Neil MacCarthy: Heritage designations can bind church’s hands

The next time you’re faced with an overwhelming home renovation, consider this: collectively, the Catholic, Anglican and United Churches own 3,000 buildings in the province that require a combined $30 million to operate annually. Another $30 million is spent on maintaining “historic properties.” That’s a lot of shingles.

Before there were town halls or schools, arenas or the local Tim Horton’s, parishes were the spiritual and community hubs of society, bringing people together to strengthen the neighbourhood. Over the years though, the role of the parish as community centre has changed, and so have the neighbourhoods they serve.

While many historic churches continue to thrive, others, sadly, are facing significant challenges, with little or no funds to maintain their facilities, often due to dwindling congregations. While desirable, maintaining all of these churches is just not feasible.   

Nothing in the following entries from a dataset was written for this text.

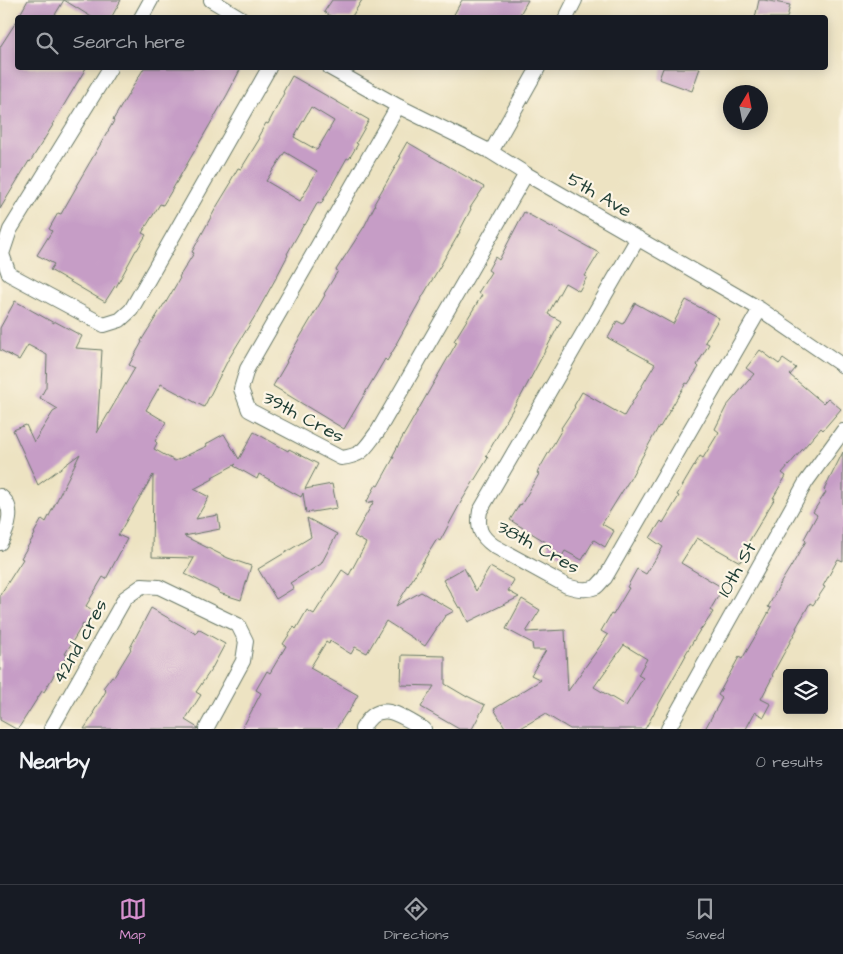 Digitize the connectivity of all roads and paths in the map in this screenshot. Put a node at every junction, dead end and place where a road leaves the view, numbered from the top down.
1 (151, 0) edge
2 (210, 0) edge
3 (575, 0) edge
4 (143, 15) edge
5 (236, 15) edge
6 (568, 15) edge
7 (109, 70) edge
8 (268, 70) edge
9 (334, 70) edge
10 (537, 70) edge
11 (398, 106) junction
12 (491, 152) junction
13 (526, 174) junction
14 (638, 238) junction
15 (760, 309) junction
16 (843, 366) edge
17 (843, 431) edge
18 (0, 496) edge
19 (0, 543) edge
20 (51, 729) edge
21 (206, 729) edge
22 (362, 729) edge
23 (424, 729) edge
24 (668, 729) edge

1 - 4 street
2 - 5 street
3 - 6 street
7 - 8 street
9 - 11 street, 5th Ave
10 - 12 street
11 - 12 street, 5th Ave
11 - 13 street, 39th Cres
12 - 13 street, 5th Ave
13 - 14 street, 5th Ave
14 - 15 street, 5th Ave
14 - 15 street, 38th Cres
15 - 16 street, 5th Ave
17 - 24 street, 10th St
18 - 19 street
20 - 21 street, 42nd cres
22 - 23 street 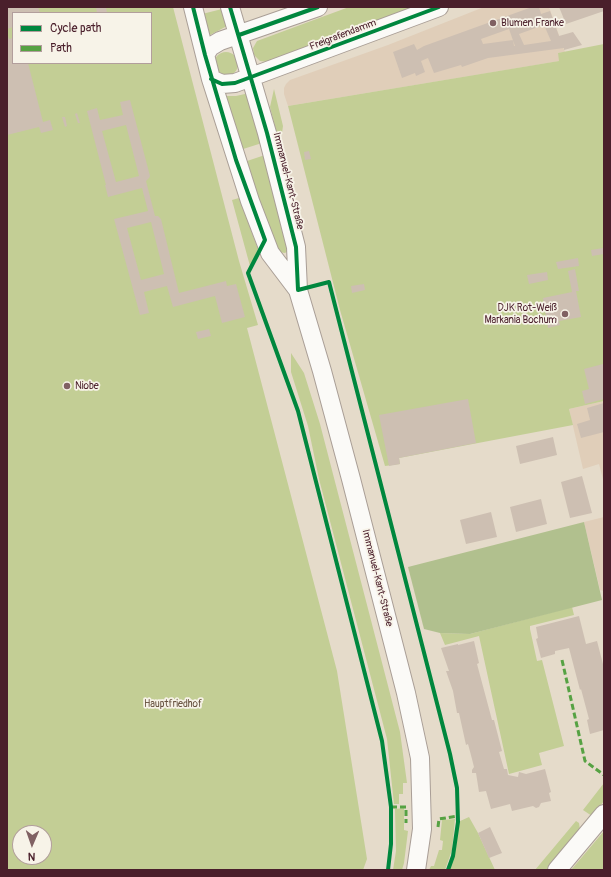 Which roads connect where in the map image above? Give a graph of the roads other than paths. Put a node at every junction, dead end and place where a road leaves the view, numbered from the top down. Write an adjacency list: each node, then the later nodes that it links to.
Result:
1 (193, 7): 6 (street, Immanuel-Kant-Straße)
2 (230, 7): 5 (street, Immanuel-Kant-Straße)
3 (318, 7): 5 (street)
4 (439, 7): 7 (street, Freigrafendamm)
5 (239, 35): 6 (street); 7 (street, Immanuel-Kant-Straße)
6 (205, 56): 8 (street, Immanuel-Kant-Straße)
7 (252, 78): 8 (street); 9 (street, Immanuel-Kant-Straße)
8 (211, 79): 9 (street, Immanuel-Kant-Straße)
9 (298, 290): 11 (street, Immanuel-Kant-Straße)
10 (604, 814): 12 (street)
11 (416, 870)
12 (557, 870) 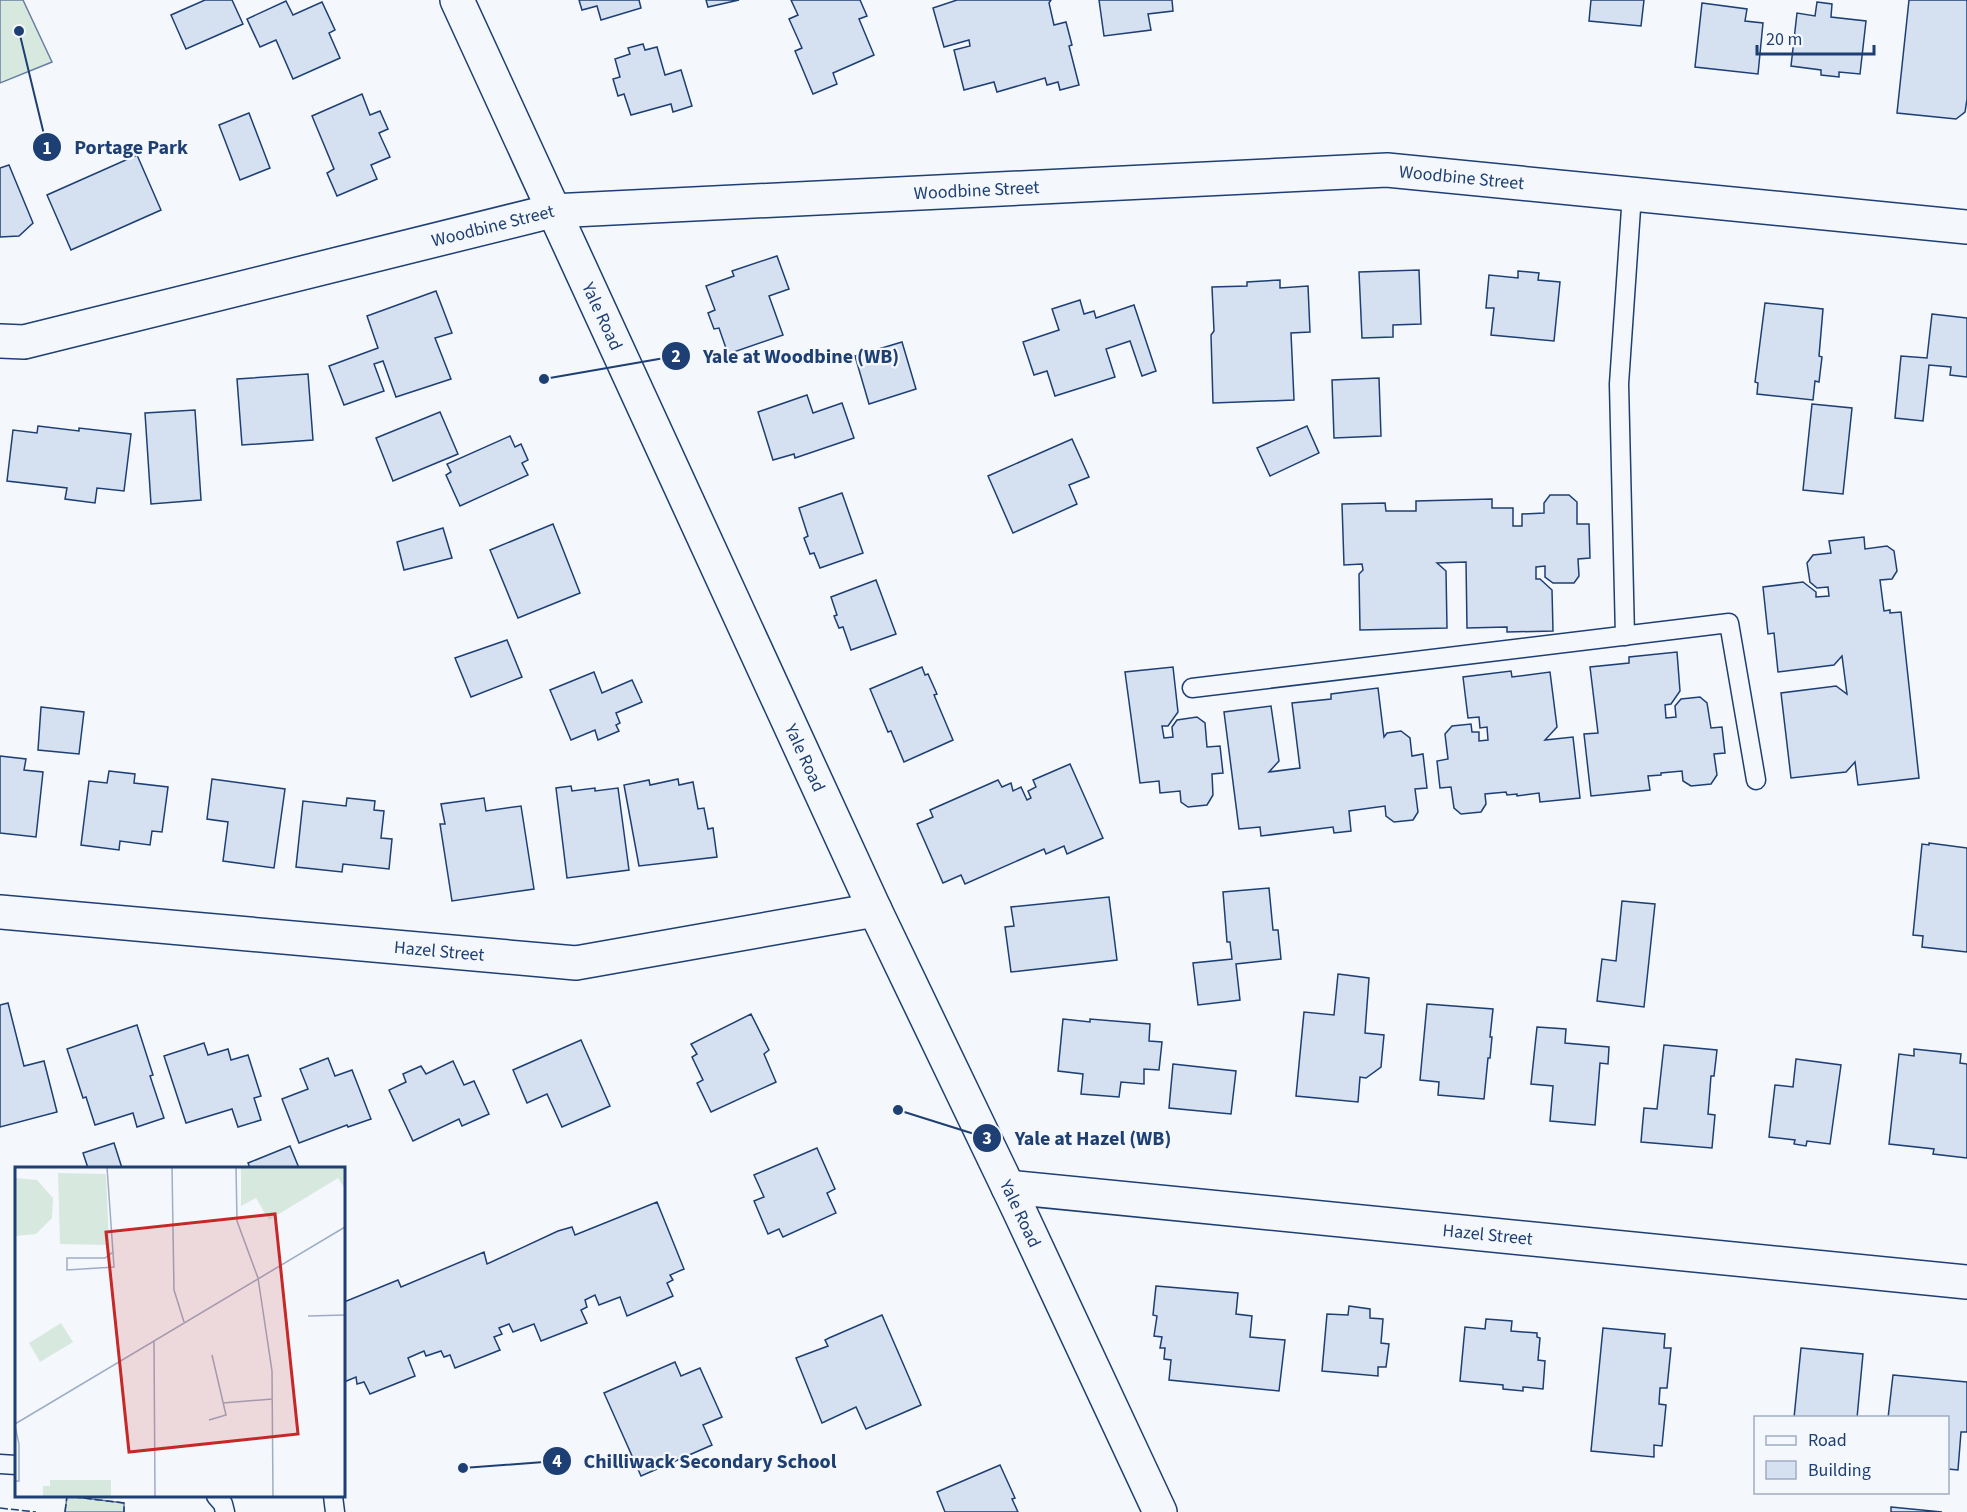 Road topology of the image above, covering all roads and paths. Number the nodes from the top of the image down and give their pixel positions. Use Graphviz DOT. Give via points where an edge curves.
graph roads {
  1 [pos="457,0"];
  2 [pos="1632,194"];
  3 [pos="552,211"];
  4 [pos="1967,227"];
  5 [pos="0,341"];
  6 [pos="1625,636"];
  7 [pos="1192,688"];
  8 [pos="1756,780"];
  9 [pos="875,910"];
  10 [pos="0,912"];
  11 [pos="1008,1187"];
  12 [pos="1967,1282"];
  13 [pos="0,1464"];
  14 [pos="15,1465"];
  15 [pos="217,1497"];
  16 [pos="333,1497"];
  17 [pos="225,1512"];
  18 [pos="335,1512"];
  19 [pos="1160,1512"];
  1 -- 3 [label="street, Yale Road"];
  2 -- 3 [label="street, Woodbine Street" via="1387,170"];
  2 -- 4 [label="street, Woodbine Street"];
  2 -- 6 [label="lane" via="1619,384"];
  3 -- 5 [label="street, Woodbine Street" via="24,342"];
  3 -- 9 [label="street, Yale Road"];
  6 -- 7 [label="lane"];
  6 -- 8 [label="lane" via="1729,623"];
  9 -- 10 [label="street, Hazel Street" via="576,963"];
  9 -- 11 [label="street, Yale Road"];
  11 -- 12 [label="street, Hazel Street"];
  11 -- 19 [label="street, Yale Road"];
  13 -- 14 [label="lane"];
  15 -- 17 [label="lane"];
  16 -- 18 [label="lane"];
}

A “heritage designation” from various municipal governments has been applied to about 12 per cent of the 3,000 churches in Ontario.

Designated churches require permission from their municipality to change in any way the parts of the building that are considered culturally significant, often including pews, windows, altars and other parts of the building used for worship. So if the bishops, priests and laity agree it makes sense to renovate or (as a last resort) demolish a church that is no longer viable, they don’t have a legal right to implement that option.